Argentinian Steak Feast At Alto el Fuego in Bariloche
Argentinian Steak Feast At Alto el Fuego in Bariloche

To celebrate, we had dinner at Alto el Fuego. Jon declared this the best steak meal he had ever had. It was huge, even by Argentinean standards, so we were planning to share. However, Jon likes to eat his steak so rare that it’s almost mooing. I had one mouthful, gagged, then stuck to the rice and vegetables, but the wine went down very well.

Time To Explore the Circuito Chico

We picked up our car; our Patagonia adventure was about to officially start. The car was a bit of an old banger. The alarm would go off at random. We would lock ourselves in the car; we would lock ourselves out of the car, and we could even drive the car without the key in the ignition. But we had a car.

We headed west out of town, following the Circuito Chico. It’s a stunning 60 kilometres drive on asphalt road all the way. Now, we could appreciate why people came to Bariloche. The views were just incredible. Snow-capped mountains and crystal clear waters greeted you at every bend. You need at least four hours to complete this circuit because I can guarantee you’ll be pulling over every other minute to admire the view.

The Circuito Chico is clearly marked, or you can pick up a map of the area at the Bariloche Tourist Board which is located in the Centro Cívico. The Centro Civico is supposed to make you feel you’re in a Swiss Alpine Village. It didn’t, but it’s prettier than the shopping street.

Top Tips – Rent a car; the scenery is stunning. Pre-book if you are travelling in high season.

If you don’t have a car, it’s possible to do much of the Circuito Chico on Bus 20, but of course, the bus won’t stop when you want to take a photo.

There are some lovely looking walks to do around here, plus it’s also possible to take a boat tour on the lake. We didn’t do either as we were just so excited to finally have a car.

On the drive, just next to the Restaurant Punto Panorâmico which you’ll pass en route, there’s a food truck with great pintos and pulled pork sandwiches.
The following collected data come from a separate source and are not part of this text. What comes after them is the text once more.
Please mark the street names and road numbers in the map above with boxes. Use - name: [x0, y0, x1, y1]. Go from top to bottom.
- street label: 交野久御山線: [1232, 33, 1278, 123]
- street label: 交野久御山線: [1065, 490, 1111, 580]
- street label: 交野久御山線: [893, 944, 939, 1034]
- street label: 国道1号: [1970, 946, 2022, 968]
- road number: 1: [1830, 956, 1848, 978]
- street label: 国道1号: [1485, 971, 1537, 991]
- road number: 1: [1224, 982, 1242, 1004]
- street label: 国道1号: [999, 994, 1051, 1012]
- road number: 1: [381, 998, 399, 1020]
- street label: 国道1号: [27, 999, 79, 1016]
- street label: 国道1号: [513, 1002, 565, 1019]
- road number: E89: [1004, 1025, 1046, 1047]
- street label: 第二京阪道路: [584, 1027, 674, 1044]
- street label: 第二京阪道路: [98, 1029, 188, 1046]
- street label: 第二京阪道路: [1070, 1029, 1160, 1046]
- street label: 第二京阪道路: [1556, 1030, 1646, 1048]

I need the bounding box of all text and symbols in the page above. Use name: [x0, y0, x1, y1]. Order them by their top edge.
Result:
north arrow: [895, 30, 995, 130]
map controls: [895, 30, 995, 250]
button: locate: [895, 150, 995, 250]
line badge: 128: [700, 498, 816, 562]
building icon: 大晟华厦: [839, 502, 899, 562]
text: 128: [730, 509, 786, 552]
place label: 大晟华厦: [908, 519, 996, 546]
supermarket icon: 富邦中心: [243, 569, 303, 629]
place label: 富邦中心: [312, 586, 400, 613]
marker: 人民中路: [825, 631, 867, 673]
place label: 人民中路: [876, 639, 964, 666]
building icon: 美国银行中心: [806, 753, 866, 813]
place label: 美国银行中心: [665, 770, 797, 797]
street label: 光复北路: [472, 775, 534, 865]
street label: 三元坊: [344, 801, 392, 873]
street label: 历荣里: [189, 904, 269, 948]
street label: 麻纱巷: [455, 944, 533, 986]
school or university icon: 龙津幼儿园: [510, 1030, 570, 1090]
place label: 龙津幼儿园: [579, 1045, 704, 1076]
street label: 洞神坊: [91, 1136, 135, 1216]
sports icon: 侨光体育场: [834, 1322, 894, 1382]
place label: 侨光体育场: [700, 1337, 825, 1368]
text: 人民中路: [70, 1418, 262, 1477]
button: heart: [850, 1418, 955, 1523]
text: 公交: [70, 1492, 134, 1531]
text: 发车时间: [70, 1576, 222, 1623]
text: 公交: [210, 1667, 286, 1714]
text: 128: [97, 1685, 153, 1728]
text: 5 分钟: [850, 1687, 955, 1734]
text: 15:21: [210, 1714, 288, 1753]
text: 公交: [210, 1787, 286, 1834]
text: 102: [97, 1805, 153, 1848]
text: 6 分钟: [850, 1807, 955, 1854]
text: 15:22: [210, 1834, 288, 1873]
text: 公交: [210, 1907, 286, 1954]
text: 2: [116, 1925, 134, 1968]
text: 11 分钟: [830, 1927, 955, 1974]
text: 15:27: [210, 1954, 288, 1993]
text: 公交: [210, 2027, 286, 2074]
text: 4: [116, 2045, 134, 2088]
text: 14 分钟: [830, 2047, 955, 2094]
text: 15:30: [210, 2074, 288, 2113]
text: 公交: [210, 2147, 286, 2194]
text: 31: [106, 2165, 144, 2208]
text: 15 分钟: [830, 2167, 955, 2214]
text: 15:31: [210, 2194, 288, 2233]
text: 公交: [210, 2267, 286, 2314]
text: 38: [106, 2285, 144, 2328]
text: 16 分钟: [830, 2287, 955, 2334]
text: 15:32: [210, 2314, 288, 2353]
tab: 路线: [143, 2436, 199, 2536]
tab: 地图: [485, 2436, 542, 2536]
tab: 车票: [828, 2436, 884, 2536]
The Punto Panoramico next door looked lovely too and rates highly on Trip Advisor, but we didn’t try there.

Patagonian Sun Worshipers on Lake Nahuel Huapi on the Circuito Chico
Patagonian Sun Worshipers on Lake Nahuel Huapi

After a fabulous day exploring and not wanting to spend another night in Bariloche, we decided to stay in Playa Bonita which is just west of Bariloche. The town had great views of Lake Nahuel Huapi and was a little prettier than Bariloche. It also had river beaches, filled with bikini-clad sun worshipers, that was a sight we hadn’t expected to see in Patagonia. You live and learn, eh?

We then enjoyed happy hour at La Cerveceria Kunstmann which brews its own beers, followed by pizza at the very chilled Cerveceria Mandela.

A Cable Car Adventure in Bariloche

The next morning, we took the Cable Car up to the top of Cerro Otto. The cable car takes 11 minutes to travel 2000 metres and moves at three metres per second and costs 600 pesos per person (Approx $15) and has terrific views over the lakes and mountains.

The coffee shop/ restaurant at the top of Cerro Otto is a revolving restaurant. Haven’t been in one of those for years but prices for coffee and a light breakfast are quite reasonable, although it wasn’t anything fancy. But it’s a pleasant place to enjoy coffee and a chance to see all around without having to move.

At the summit, there were some clearly marked walking trails. We just did the 30-minute mirador trail. Nice and easy with fantastic views over the lakes. One of the fun highlights at the top was watching the paragliders. Have you ever tried paragliding? Looks fun, but I know I would be way too nervous to do that.

How To Get To The Cerro Otto Cable Car

Cerro Otto Cable Car in Bariloche
Cerro Otto Cable Car in Bariloche

The Cerro Otto Cable Car is located about five kilometres outside Bariloche. If you don’t have your own transport, there’s a free shuttle bus that operates from Bariloche several times a day.

By now, it was time to move on from Bariloche and experience more of Argentina’s Lake District.

Next Stop: Villa La Angostura to drive The Route of the Seven Lakes ( Ruta de Los Siete Lagos)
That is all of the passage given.